→ **Problem to solve**: Your answer should be the lines of the data below that contain "strong".

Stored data
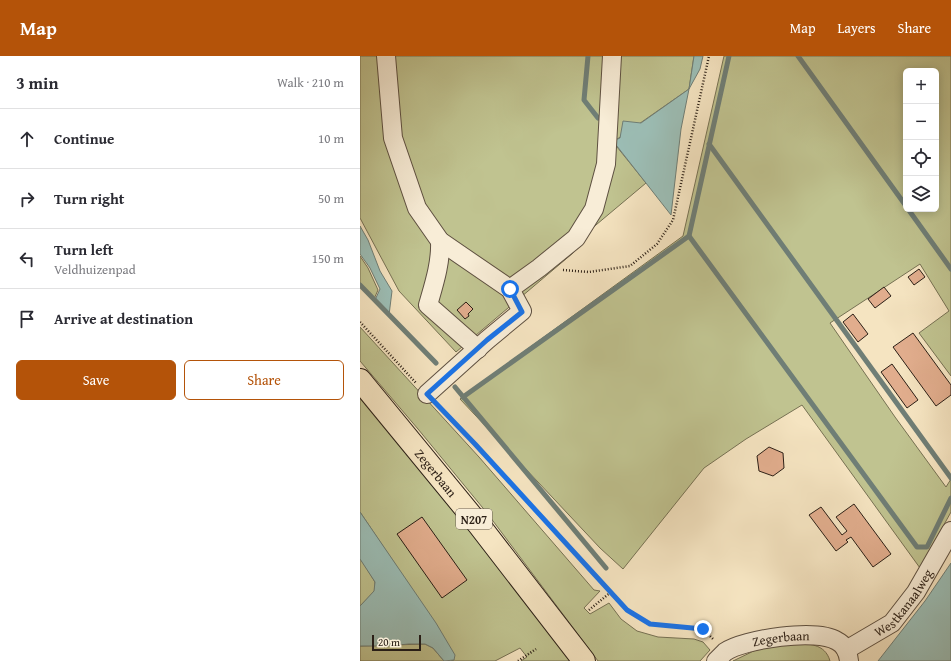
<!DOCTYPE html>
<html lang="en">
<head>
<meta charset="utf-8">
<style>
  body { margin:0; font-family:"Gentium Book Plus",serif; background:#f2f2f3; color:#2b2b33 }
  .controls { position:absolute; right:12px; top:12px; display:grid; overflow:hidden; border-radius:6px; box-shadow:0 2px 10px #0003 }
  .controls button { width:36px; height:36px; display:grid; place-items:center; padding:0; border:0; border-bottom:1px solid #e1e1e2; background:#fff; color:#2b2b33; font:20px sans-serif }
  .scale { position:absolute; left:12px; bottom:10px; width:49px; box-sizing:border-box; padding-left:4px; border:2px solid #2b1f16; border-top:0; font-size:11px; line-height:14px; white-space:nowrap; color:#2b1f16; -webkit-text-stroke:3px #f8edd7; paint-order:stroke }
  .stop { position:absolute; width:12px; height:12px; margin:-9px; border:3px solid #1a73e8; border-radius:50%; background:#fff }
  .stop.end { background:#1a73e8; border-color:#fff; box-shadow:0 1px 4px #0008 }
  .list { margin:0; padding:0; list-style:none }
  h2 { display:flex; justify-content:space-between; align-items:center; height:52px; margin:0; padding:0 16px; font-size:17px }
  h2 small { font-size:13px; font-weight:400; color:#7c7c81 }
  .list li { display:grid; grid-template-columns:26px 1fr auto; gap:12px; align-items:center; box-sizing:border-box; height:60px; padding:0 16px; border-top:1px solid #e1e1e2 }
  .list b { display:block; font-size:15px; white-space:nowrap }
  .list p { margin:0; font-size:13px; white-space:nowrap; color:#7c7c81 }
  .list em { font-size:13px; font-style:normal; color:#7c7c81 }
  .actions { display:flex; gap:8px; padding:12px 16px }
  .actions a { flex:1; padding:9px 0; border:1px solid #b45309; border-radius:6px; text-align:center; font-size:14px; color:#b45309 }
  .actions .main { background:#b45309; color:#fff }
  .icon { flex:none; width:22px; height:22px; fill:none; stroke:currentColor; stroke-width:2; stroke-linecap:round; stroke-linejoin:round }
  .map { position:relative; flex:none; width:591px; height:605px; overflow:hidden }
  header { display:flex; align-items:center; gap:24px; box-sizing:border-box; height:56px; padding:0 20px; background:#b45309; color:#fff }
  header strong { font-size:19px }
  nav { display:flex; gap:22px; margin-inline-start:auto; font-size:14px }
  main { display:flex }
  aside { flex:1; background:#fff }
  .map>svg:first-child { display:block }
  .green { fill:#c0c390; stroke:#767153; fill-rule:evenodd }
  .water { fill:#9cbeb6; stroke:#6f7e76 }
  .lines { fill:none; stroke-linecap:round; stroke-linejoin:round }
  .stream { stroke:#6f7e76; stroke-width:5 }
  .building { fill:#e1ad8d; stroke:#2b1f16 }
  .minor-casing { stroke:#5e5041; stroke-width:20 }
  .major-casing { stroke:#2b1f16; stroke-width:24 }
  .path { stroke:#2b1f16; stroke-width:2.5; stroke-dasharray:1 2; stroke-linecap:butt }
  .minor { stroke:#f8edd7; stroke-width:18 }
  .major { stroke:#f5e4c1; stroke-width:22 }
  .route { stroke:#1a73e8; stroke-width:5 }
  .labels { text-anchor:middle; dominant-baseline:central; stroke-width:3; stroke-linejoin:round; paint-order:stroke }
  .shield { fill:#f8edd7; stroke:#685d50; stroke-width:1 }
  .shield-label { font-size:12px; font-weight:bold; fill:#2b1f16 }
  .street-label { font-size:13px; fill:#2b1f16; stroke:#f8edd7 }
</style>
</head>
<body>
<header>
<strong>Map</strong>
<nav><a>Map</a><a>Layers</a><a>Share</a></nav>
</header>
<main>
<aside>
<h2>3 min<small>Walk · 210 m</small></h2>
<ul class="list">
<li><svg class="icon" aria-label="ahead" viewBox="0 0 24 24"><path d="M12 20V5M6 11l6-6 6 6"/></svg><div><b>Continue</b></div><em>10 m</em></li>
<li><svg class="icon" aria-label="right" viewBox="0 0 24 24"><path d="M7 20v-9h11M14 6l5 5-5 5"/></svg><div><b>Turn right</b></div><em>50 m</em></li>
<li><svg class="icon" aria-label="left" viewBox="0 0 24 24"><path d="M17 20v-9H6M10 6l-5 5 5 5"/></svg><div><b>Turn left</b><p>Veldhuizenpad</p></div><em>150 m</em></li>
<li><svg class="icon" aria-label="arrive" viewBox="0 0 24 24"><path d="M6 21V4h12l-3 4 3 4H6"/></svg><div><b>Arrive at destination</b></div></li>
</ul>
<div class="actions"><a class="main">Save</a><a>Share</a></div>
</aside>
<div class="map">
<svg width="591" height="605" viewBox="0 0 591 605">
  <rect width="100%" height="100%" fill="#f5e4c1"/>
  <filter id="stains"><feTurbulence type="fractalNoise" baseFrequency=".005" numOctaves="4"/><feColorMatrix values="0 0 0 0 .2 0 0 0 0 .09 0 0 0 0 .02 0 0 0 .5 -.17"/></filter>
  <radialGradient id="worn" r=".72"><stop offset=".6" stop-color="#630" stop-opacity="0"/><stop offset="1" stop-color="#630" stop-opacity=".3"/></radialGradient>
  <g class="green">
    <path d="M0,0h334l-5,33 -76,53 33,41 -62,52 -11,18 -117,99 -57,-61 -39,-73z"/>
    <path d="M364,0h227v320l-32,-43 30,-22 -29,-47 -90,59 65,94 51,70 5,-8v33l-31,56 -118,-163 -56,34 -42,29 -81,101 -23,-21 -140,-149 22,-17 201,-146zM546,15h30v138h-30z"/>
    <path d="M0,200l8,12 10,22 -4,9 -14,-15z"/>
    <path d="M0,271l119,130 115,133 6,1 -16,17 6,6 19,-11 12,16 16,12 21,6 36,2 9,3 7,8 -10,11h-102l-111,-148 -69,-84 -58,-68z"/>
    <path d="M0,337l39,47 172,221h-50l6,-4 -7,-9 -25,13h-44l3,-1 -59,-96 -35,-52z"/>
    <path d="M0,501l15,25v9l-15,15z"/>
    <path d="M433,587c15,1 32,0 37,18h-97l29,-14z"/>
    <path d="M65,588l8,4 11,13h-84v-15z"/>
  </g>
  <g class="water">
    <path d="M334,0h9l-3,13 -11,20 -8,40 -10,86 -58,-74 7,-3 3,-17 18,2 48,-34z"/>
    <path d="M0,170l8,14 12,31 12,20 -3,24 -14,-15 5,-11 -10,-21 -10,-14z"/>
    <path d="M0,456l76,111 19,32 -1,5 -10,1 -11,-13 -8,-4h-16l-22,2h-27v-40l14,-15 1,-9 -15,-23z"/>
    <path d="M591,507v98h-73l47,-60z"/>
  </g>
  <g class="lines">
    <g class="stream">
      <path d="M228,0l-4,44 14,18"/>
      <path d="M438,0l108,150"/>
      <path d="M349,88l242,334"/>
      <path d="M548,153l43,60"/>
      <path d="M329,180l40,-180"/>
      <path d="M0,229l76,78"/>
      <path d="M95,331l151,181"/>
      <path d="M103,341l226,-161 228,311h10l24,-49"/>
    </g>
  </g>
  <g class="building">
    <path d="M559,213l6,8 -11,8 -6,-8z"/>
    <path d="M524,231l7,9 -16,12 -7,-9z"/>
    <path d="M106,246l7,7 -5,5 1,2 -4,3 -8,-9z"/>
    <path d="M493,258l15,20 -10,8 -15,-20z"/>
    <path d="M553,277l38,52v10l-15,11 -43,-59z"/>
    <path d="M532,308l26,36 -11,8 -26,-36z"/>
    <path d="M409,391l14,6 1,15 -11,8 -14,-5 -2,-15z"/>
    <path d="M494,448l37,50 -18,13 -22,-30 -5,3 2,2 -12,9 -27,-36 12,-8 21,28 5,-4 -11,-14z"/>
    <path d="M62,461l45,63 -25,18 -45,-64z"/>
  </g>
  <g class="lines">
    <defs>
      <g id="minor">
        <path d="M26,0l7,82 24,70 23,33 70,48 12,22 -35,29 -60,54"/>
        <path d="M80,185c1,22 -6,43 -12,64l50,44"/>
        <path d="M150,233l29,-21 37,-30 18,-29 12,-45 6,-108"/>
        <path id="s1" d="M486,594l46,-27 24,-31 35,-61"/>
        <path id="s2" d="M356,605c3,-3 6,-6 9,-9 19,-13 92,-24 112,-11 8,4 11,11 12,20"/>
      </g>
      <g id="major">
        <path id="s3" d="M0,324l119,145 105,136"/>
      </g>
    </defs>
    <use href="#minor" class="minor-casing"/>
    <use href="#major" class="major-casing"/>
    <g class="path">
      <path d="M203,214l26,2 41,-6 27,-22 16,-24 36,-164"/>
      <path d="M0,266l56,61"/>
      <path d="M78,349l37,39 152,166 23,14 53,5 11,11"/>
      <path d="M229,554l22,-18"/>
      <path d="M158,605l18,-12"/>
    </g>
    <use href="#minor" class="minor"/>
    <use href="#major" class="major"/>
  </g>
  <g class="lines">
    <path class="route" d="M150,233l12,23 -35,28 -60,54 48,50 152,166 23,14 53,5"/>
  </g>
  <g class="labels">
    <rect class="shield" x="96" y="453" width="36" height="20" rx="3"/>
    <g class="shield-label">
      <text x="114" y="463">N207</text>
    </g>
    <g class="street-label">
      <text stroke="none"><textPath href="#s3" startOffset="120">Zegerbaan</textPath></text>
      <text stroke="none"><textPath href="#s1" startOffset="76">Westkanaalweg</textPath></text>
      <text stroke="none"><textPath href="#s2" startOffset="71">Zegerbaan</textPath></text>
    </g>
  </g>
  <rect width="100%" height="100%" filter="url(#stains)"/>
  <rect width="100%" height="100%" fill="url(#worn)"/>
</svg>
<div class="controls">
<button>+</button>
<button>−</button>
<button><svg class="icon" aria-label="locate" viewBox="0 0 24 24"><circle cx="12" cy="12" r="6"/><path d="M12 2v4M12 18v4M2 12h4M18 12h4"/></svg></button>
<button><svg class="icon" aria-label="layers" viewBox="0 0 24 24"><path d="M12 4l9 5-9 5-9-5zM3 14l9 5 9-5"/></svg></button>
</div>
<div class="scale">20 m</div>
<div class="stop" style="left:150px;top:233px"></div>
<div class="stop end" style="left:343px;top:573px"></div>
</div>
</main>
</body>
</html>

→ **Task answer**:
  header strong { font-size:19px }
<strong>Map</strong>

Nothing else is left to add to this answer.